The electoral system needs to be reformed to include both the current proportional representation and the first-past-the post system. We believe that this would help to represent the minority communities in the country. This should also   strengthen and protect people’s democracy. The current electoral system should be revised to make a reasonable representation of the Upcountry Tamils of Indian Origin. We believe that the Upcountry Tamils of Indian Origin is not appropriately represented in Parliament on the basis of their numbers.

Judicial review of legislation

Any previously approved legal act approved the Parliament can be observed and re-interpreted by the Constitutional Court.

Powers of President under the Parliamentary System 

After a general election the President must give the first opportunity to form a government to the party leader who has obtained a highest number of parliamentary seats.

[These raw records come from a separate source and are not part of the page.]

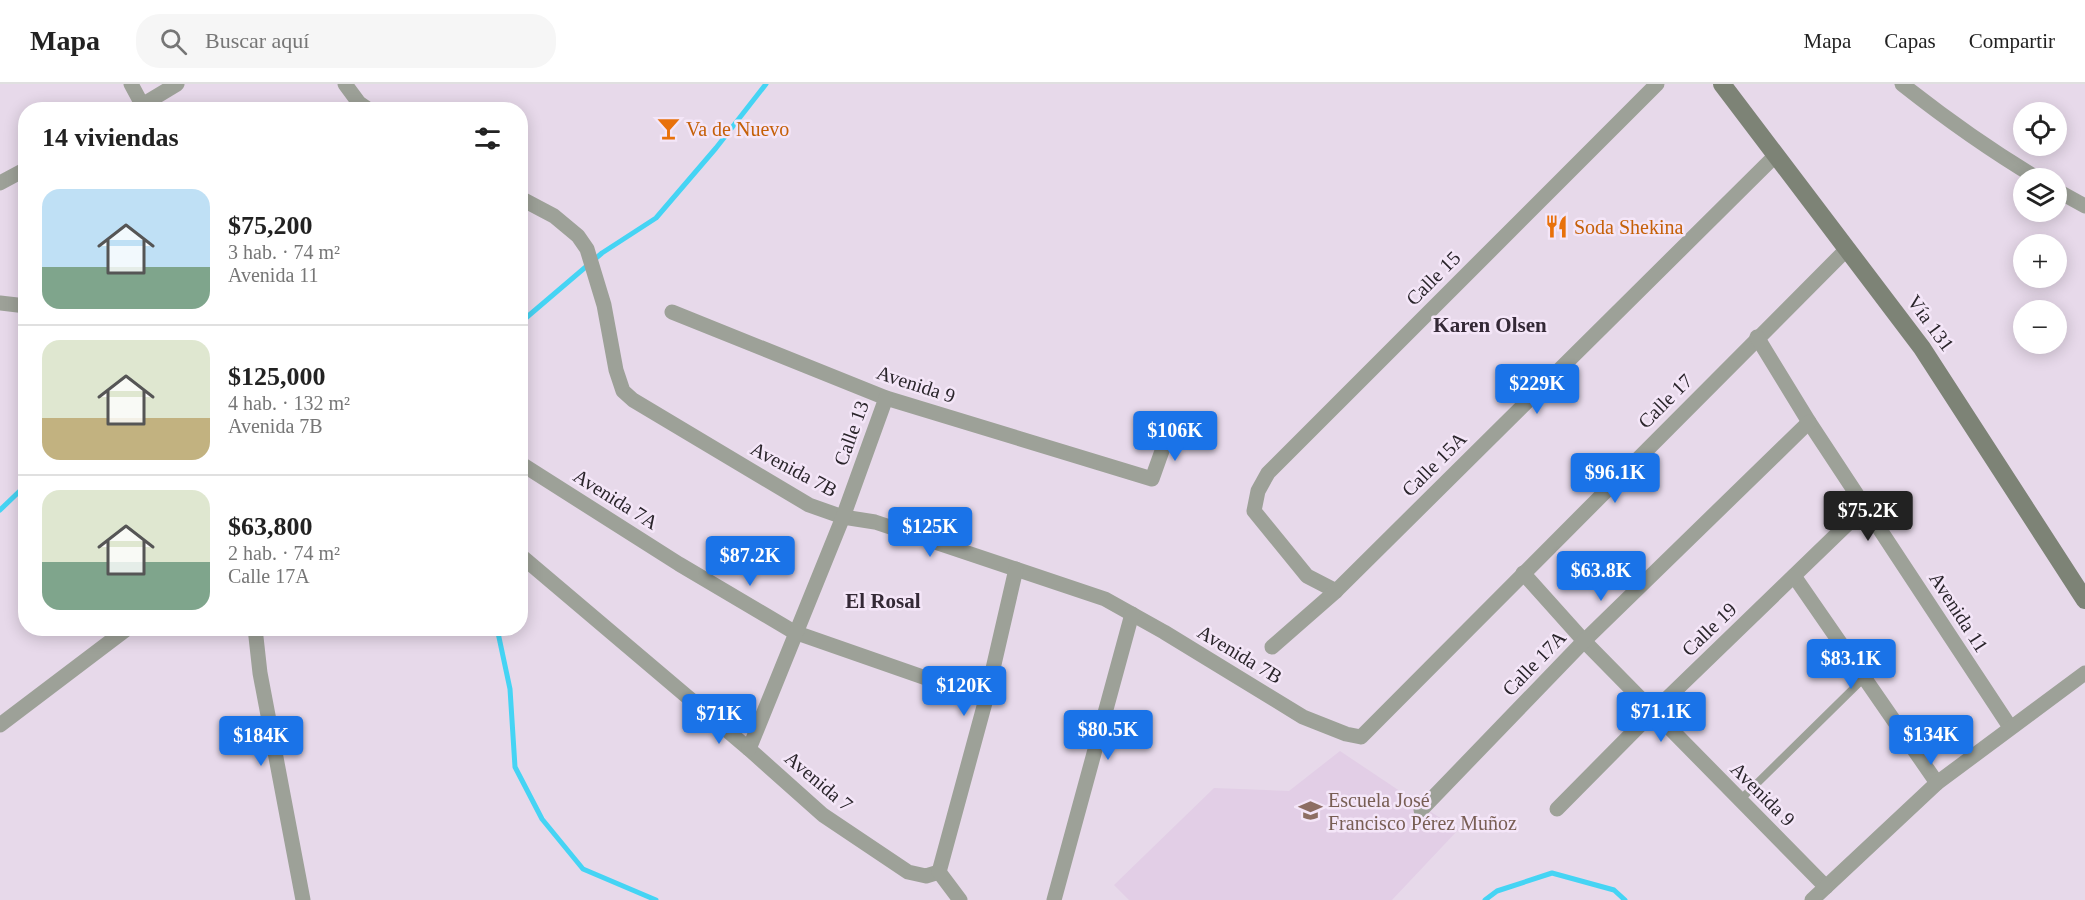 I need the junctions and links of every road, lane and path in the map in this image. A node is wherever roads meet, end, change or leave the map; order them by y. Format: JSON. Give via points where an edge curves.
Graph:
{"nodes":[{"id":1,"x":130,"y":84,"type":"edge"},
{"id":2,"x":177,"y":84,"type":"edge"},
{"id":3,"x":345,"y":84,"type":"edge"},
{"id":4,"x":1656,"y":84,"type":"edge"},
{"id":5,"x":1722,"y":84,"type":"edge"},
{"id":6,"x":1902,"y":84,"type":"edge"},
{"id":7,"x":138,"y":102,"type":"edge"},
{"id":8,"x":149,"y":102,"type":"edge"},
{"id":9,"x":358,"y":102,"type":"edge"},
{"id":10,"x":1776,"y":155,"type":"junction"},
{"id":11,"x":2020,"y":168,"type":"edge"},
{"id":12,"x":18,"y":173,"type":"edge"},
{"id":13,"x":0,"y":183,"type":"edge"},
{"id":14,"x":2067,"y":196,"type":"edge"},
{"id":15,"x":528,"y":202,"type":"edge"},
{"id":16,"x":2085,"y":206,"type":"edge"},
{"id":17,"x":1847,"y":249,"type":"junction"},
{"id":18,"x":0,"y":303,"type":"edge"},
{"id":19,"x":18,"y":305,"type":"edge"},
{"id":20,"x":672,"y":312,"type":"dead end"},
{"id":21,"x":1757,"y":337,"type":"junction"},
{"id":22,"x":886,"y":398,"type":"junction"},
{"id":23,"x":1809,"y":422,"type":"junction"},
{"id":24,"x":1168,"y":434,"type":"dead end"},
{"id":25,"x":528,"y":468,"type":"edge"},
{"id":26,"x":1865,"y":507,"type":"junction"},
{"id":27,"x":843,"y":517,"type":"junction"},
{"id":28,"x":528,"y":562,"type":"edge"},
{"id":29,"x":1016,"y":569,"type":"junction"},
{"id":30,"x":1522,"y":573,"type":"junction"},
{"id":31,"x":1794,"y":576,"type":"junction"},
{"id":32,"x":1336,"y":591,"type":"junction"},
{"id":33,"x":2085,"y":600,"type":"edge"},
{"id":34,"x":1131,"y":614,"type":"junction"},
{"id":35,"x":794,"y":632,"type":"junction"},
{"id":36,"x":117,"y":636,"type":"edge"},
{"id":37,"x":256,"y":636,"type":"edge"},
{"id":38,"x":1584,"y":641,"type":"junction"},
{"id":39,"x":1272,"y":647,"type":"dead end"},
{"id":40,"x":2085,"y":673,"type":"edge"},
{"id":41,"x":1863,"y":679,"type":"junction"},
{"id":42,"x":986,"y":699,"type":"junction"},
{"id":43,"x":1653,"y":712,"type":"junction"},
{"id":44,"x":0,"y":725,"type":"edge"},
{"id":45,"x":2010,"y":727,"type":"junction"},
{"id":46,"x":1361,"y":737,"type":"joint"},
{"id":47,"x":749,"y":749,"type":"junction"},
{"id":48,"x":1936,"y":783,"type":"junction"},
{"id":49,"x":1740,"y":800,"type":"junction"},
{"id":50,"x":1557,"y":808,"type":"dead end"},
{"id":51,"x":1420,"y":810,"type":"dead end"},
{"id":52,"x":939,"y":872,"type":"junction"},
{"id":53,"x":1826,"y":887,"type":"junction"},
{"id":54,"x":303,"y":900,"type":"edge"},
{"id":55,"x":960,"y":900,"type":"edge"},
{"id":56,"x":1054,"y":900,"type":"edge"},
{"id":57,"x":1812,"y":900,"type":"edge"}],
"edges":[{"from":1,"to":7,"type":"street"},
{"from":2,"to":8,"type":"street"},
{"from":3,"to":9,"type":"street"},
{"from":4,"to":32,"type":"street","name":"Calle 15","via":[[1268,473],[1258,491],[1254,511],[1307,576]]},
{"from":5,"to":10,"type":"main road","name":"Vía 131"},
{"from":6,"to":11,"type":"street"},
{"from":10,"to":17,"type":"main road","name":"Vía 131"},
{"from":10,"to":32,"type":"street","name":"Calle 15A"},
{"from":12,"to":13,"type":"street"},
{"from":14,"to":16,"type":"street"},
{"from":15,"to":27,"type":"street","name":"Avenida 7B","via":[[554,216],[587,249],[604,305],[616,370],[623,390],[633,400],[809,505]]},
{"from":17,"to":21,"type":"street","name":"Calle 17"},
{"from":17,"to":33,"type":"main road","name":"Vía 131","via":[[1950,388]]},
{"from":18,"to":19,"type":"street"},
{"from":20,"to":22,"type":"street","name":"Avenida 9"},
{"from":21,"to":23,"type":"street","name":"Avenida 11"},
{"from":21,"to":30,"type":"street","name":"Calle 17"},
{"from":22,"to":24,"type":"street","name":"Avenida 9","via":[[1152,479]]},
{"from":22,"to":27,"type":"street","name":"Calle 13"},
{"from":23,"to":26,"type":"street","name":"Avenida 11"},
{"from":23,"to":38,"type":"street","name":"Calle 17A"},
{"from":25,"to":35,"type":"street","name":"Avenida 7A"},
{"from":26,"to":31,"type":"street","name":"Calle 19"},
{"from":26,"to":45,"type":"street","name":"Avenida 11"},
{"from":27,"to":29,"type":"street","name":"Avenida 7B","via":[[875,522]]},
{"from":27,"to":35,"type":"street","name":"Calle 13"},
{"from":28,"to":47,"type":"street","name":"Avenida 7"},
{"from":29,"to":34,"type":"street","name":"Avenida 7B","via":[[1105,599]]},
{"from":29,"to":42,"type":"street"},
{"from":30,"to":38,"type":"street","name":"Avenida 9"},
{"from":30,"to":46,"type":"street","name":"Calle 17"},
{"from":31,"to":41,"type":"street"},
{"from":31,"to":43,"type":"street","name":"Calle 19"},
{"from":32,"to":39,"type":"street","name":"Calle 15A"},
{"from":34,"to":46,"type":"street","name":"Avenida 7B","via":[[1303,717]]},
{"from":34,"to":56,"type":"street"},
{"from":35,"to":42,"type":"street","name":"Avenida 7A"},
{"from":35,"to":47,"type":"street","name":"Calle 13"},
{"from":36,"to":44,"type":"street"},
{"from":37,"to":54,"type":"street"},
{"from":38,"to":43,"type":"street","name":"Avenida 9"},
{"from":38,"to":51,"type":"street","name":"Calle 17A"},
{"from":40,"to":45,"type":"street"},
{"from":41,"to":48,"type":"street"},
{"from":41,"to":49,"type":"lane"},
{"from":42,"to":52,"type":"street"},
{"from":43,"to":49,"type":"street","name":"Avenida 9"},
{"from":43,"to":50,"type":"street","name":"Calle 19"},
{"from":45,"to":48,"type":"street"},
{"from":47,"to":52,"type":"street","name":"Avenida 7","via":[[823,815],[908,872],[926,876]]},
{"from":48,"to":53,"type":"street"},
{"from":49,"to":53,"type":"street","name":"Avenida 9"},
{"from":52,"to":55,"type":"street"},
{"from":53,"to":57,"type":"street"}]}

The President should be given the opportunity express his views regarding any act of parliament before sending it for approval. These ideas should be given due consideration by the Cabinet. The President should not have any ministry under him as the Head of the Armed Forces.

Public security 

We propose to retain the Public Security Act with less rigid regulation. The Prevention of Terrorism and the Emergency Regulations Act need to be abolished. If there is a situation that would need the Emergency Regulations Act the Parliament should take a period of   not more than   two weeks to approve it with two third majority for a limited period. In addition to these regulations people have the right to challenge new regulations in High Court.

Any other issues

There should be an affirmative action to uplift socio, economic and educational standard of the Upcountry Tamils of Indian Origin

There should be A Bill of Rights in line with the United Nations Covenants and Conventions

If necessary, people should have the right to recall any Member of Parliament.

The armed forces and police should be reorganized in order to represent all communities in the country.

There should be fair representation of minorities within the public administration.